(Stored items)
★ ★ ★ ★ ★

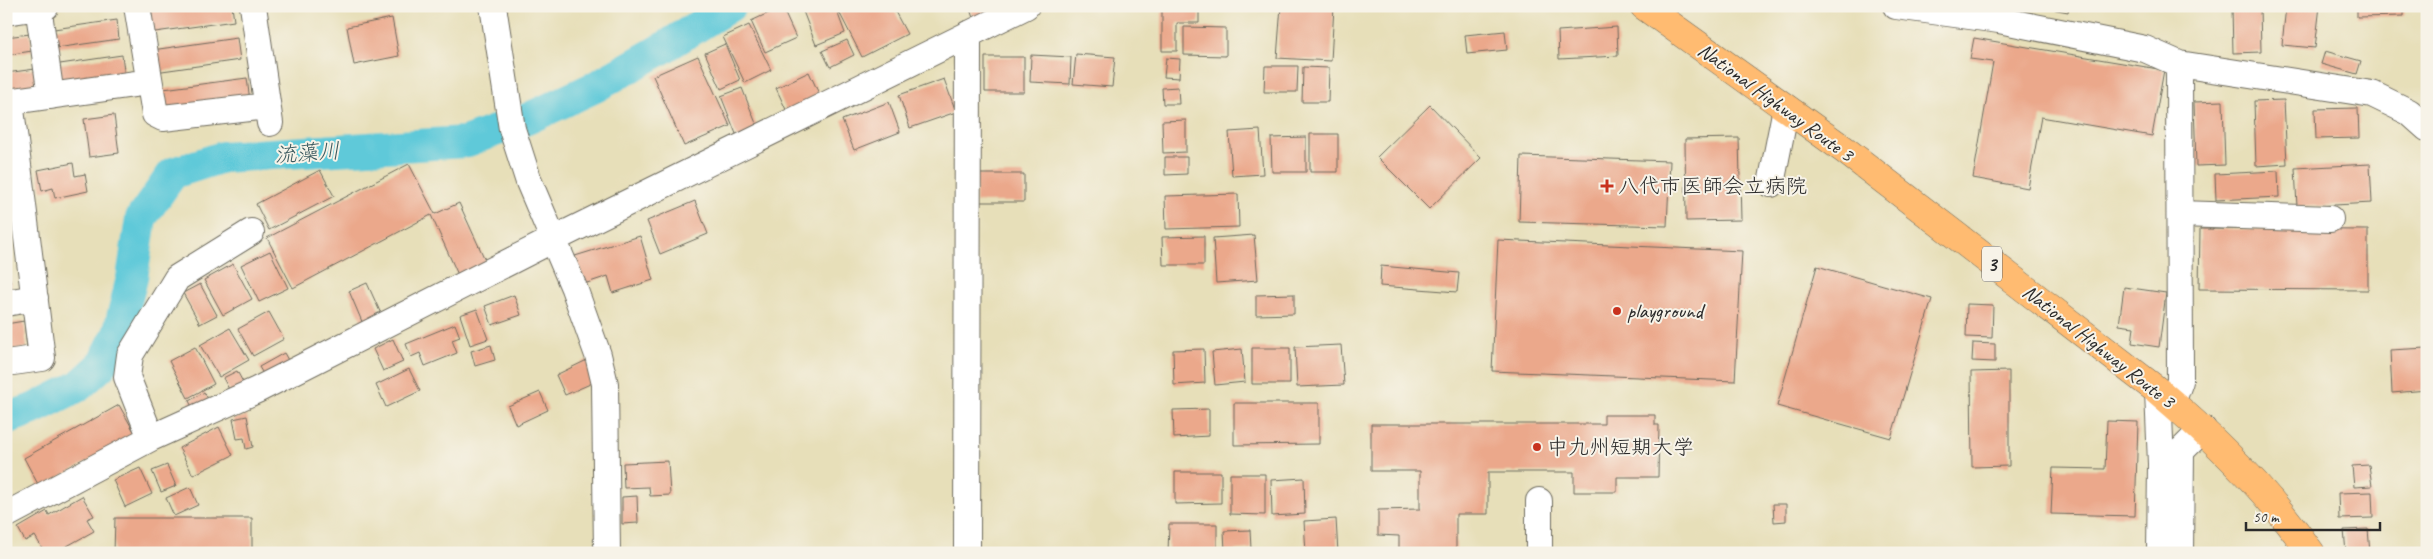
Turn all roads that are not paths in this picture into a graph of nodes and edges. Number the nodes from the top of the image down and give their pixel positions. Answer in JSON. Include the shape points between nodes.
{"nodes":[{"id":1,"x":137,"y":6,"type":"edge"},
{"id":2,"x":253,"y":6,"type":"edge"},
{"id":3,"x":492,"y":6,"type":"edge"},
{"id":4,"x":1026,"y":6,"type":"edge"},
{"id":5,"x":1644,"y":6,"type":"edge"},
{"id":6,"x":1896,"y":6,"type":"edge"},
{"id":7,"x":40,"y":7,"type":"edge"},
{"id":8,"x":6,"y":12,"type":"edge"},
{"id":9,"x":968,"y":34,"type":"junction"},
{"id":10,"x":2179,"y":64,"type":"junction"},
{"id":11,"x":149,"y":82,"type":"junction"},
{"id":12,"x":50,"y":96,"type":"junction"},
{"id":13,"x":8,"y":102,"type":"edge"},
{"id":14,"x":1786,"y":108,"type":"junction"},
{"id":15,"x":2427,"y":128,"type":"edge"},
{"id":16,"x":12,"y":167,"type":"edge"},
{"id":17,"x":1772,"y":184,"type":"dead end"},
{"id":18,"x":2180,"y":214,"type":"junction"},
{"id":19,"x":2330,"y":220,"type":"dead end"},
{"id":20,"x":251,"y":232,"type":"dead end"},
{"id":21,"x":16,"y":233,"type":"edge"},
{"id":22,"x":552,"y":240,"type":"junction"},
{"id":23,"x":35,"y":298,"type":"junction"},
{"id":24,"x":6,"y":303,"type":"edge"},
{"id":25,"x":6,"y":363,"type":"edge"},
{"id":26,"x":2165,"y":397,"type":"junction"},
{"id":27,"x":2203,"y":429,"type":"junction"},
{"id":28,"x":151,"y":438,"type":"junction"},
{"id":29,"x":2171,"y":457,"type":"junction"},
{"id":30,"x":1539,"y":501,"type":"dead end"},
{"id":31,"x":6,"y":514,"type":"edge"},
{"id":32,"x":607,"y":553,"type":"edge"},
{"id":33,"x":967,"y":553,"type":"edge"},
{"id":34,"x":1539,"y":553,"type":"edge"},
{"id":35,"x":2160,"y":553,"type":"edge"},
{"id":36,"x":2180,"y":553,"type":"edge"},
{"id":37,"x":2312,"y":553,"type":"edge"}],
"edges":[{"from":1,"to":11,"type":"street"},
{"from":2,"to":11,"type":"street","via":[[269,115],[163,118],[155,114]]},
{"from":3,"to":22,"type":"street","via":[[512,129]]},
{"from":4,"to":9,"type":"street"},
{"from":5,"to":14,"type":"highway","name":"National Highway Route 3","number":"3"},
{"from":6,"to":10,"type":"street","via":[[1999,20],[2145,49]]},
{"from":7,"to":8,"type":"street"},
{"from":7,"to":12,"type":"street"},
{"from":9,"to":22,"type":"street"},
{"from":9,"to":33,"type":"street"},
{"from":10,"to":15,"type":"street","via":[[2372,94],[2409,112]]},
{"from":10,"to":18,"type":"street"},
{"from":11,"to":12,"type":"street"},
{"from":12,"to":13,"type":"street"},
{"from":13,"to":16,"type":"street"},
{"from":14,"to":17,"type":"street"},
{"from":14,"to":26,"type":"highway","name":"National Highway Route 3","number":"3"},
{"from":16,"to":21,"type":"street"},
{"from":18,"to":19,"type":"street"},
{"from":18,"to":26,"type":"street","via":[[2180,381]]},
{"from":20,"to":28,"type":"street","via":[[177,278],[130,355],[127,377]]},
{"from":21,"to":23,"type":"street"},
{"from":22,"to":28,"type":"street","via":[[257,390]]},
{"from":22,"to":32,"type":"street","via":[[577,296],[605,384]]},
{"from":23,"to":24,"type":"street"},
{"from":23,"to":25,"type":"street","via":[[42,358]]},
{"from":26,"to":27,"type":"highway","name":"National Highway Route 3","number":"3"},
{"from":26,"to":29,"type":"street"},
{"from":27,"to":29,"type":"street"},
{"from":27,"to":37,"type":"highway","name":"National Highway Route 3","number":"3","via":[[2290,522]]},
{"from":28,"to":31,"type":"street"},
{"from":29,"to":35,"type":"street"},
{"from":29,"to":36,"type":"street"},
{"from":30,"to":34,"type":"street"}]}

★ ★ ★ ★ ★

Exercise description. Restate each entry exactly, omitting pictures.

Exercise answer.
Turn all roads that are not paths in this picture into a graph of nodes and edges. Number the nodes from the top of the image down and give their pixel positions. Answer in JSON. Include the shape points between nodes.
{"nodes":[{"id":1,"x":137,"y":6,"type":"edge"},
{"id":2,"x":253,"y":6,"type":"edge"},
{"id":3,"x":492,"y":6,"type":"edge"},
{"id":4,"x":1026,"y":6,"type":"edge"},
{"id":5,"x":1644,"y":6,"type":"edge"},
{"id":6,"x":1896,"y":6,"type":"edge"},
{"id":7,"x":40,"y":7,"type":"edge"},
{"id":8,"x":6,"y":12,"type":"edge"},
{"id":9,"x":968,"y":34,"type":"junction"},
{"id":10,"x":2179,"y":64,"type":"junction"},
{"id":11,"x":149,"y":82,"type":"junction"},
{"id":12,"x":50,"y":96,"type":"junction"},
{"id":13,"x":8,"y":102,"type":"edge"},
{"id":14,"x":1786,"y":108,"type":"junction"},
{"id":15,"x":2427,"y":128,"type":"edge"},
{"id":16,"x":12,"y":167,"type":"edge"},
{"id":17,"x":1772,"y":184,"type":"dead end"},
{"id":18,"x":2180,"y":214,"type":"junction"},
{"id":19,"x":2330,"y":220,"type":"dead end"},
{"id":20,"x":251,"y":232,"type":"dead end"},
{"id":21,"x":16,"y":233,"type":"edge"},
{"id":22,"x":552,"y":240,"type":"junction"},
{"id":23,"x":35,"y":298,"type":"junction"},
{"id":24,"x":6,"y":303,"type":"edge"},
{"id":25,"x":6,"y":363,"type":"edge"},
{"id":26,"x":2165,"y":397,"type":"junction"},
{"id":27,"x":2203,"y":429,"type":"junction"},
{"id":28,"x":151,"y":438,"type":"junction"},
{"id":29,"x":2171,"y":457,"type":"junction"},
{"id":30,"x":1539,"y":501,"type":"dead end"},
{"id":31,"x":6,"y":514,"type":"edge"},
{"id":32,"x":607,"y":553,"type":"edge"},
{"id":33,"x":967,"y":553,"type":"edge"},
{"id":34,"x":1539,"y":553,"type":"edge"},
{"id":35,"x":2160,"y":553,"type":"edge"},
{"id":36,"x":2180,"y":553,"type":"edge"},
{"id":37,"x":2312,"y":553,"type":"edge"}],
"edges":[{"from":1,"to":11,"type":"street"},
{"from":2,"to":11,"type":"street","via":[[269,115],[163,118],[155,114]]},
{"from":3,"to":22,"type":"street","via":[[512,129]]},
{"from":4,"to":9,"type":"street"},
{"from":5,"to":14,"type":"highway","name":"National Highway Route 3","number":"3"},
{"from":6,"to":10,"type":"street","via":[[1999,20],[2145,49]]},
{"from":7,"to":8,"type":"street"},
{"from":7,"to":12,"type":"street"},
{"from":9,"to":22,"type":"street"},
{"from":9,"to":33,"type":"street"},
{"from":10,"to":15,"type":"street","via":[[2372,94],[2409,112]]},
{"from":10,"to":18,"type":"street"},
{"from":11,"to":12,"type":"street"},
{"from":12,"to":13,"type":"street"},
{"from":13,"to":16,"type":"street"},
{"from":14,"to":17,"type":"street"},
{"from":14,"to":26,"type":"highway","name":"National Highway Route 3","number":"3"},
{"from":16,"to":21,"type":"street"},
{"from":18,"to":19,"type":"street"},
{"from":18,"to":26,"type":"street","via":[[2180,381]]},
{"from":20,"to":28,"type":"street","via":[[177,278],[130,355],[127,377]]},
{"from":21,"to":23,"type":"street"},
{"from":22,"to":28,"type":"street","via":[[257,390]]},
{"from":22,"to":32,"type":"street","via":[[577,296],[605,384]]},
{"from":23,"to":24,"type":"street"},
{"from":23,"to":25,"type":"street","via":[[42,358]]},
{"from":26,"to":27,"type":"highway","name":"National Highway Route 3","number":"3"},
{"from":26,"to":29,"type":"street"},
{"from":27,"to":29,"type":"street"},
{"from":27,"to":37,"type":"highway","name":"National Highway Route 3","number":"3","via":[[2290,522]]},
{"from":28,"to":31,"type":"street"},
{"from":29,"to":35,"type":"street"},
{"from":29,"to":36,"type":"street"},
{"from":30,"to":34,"type":"street"}]}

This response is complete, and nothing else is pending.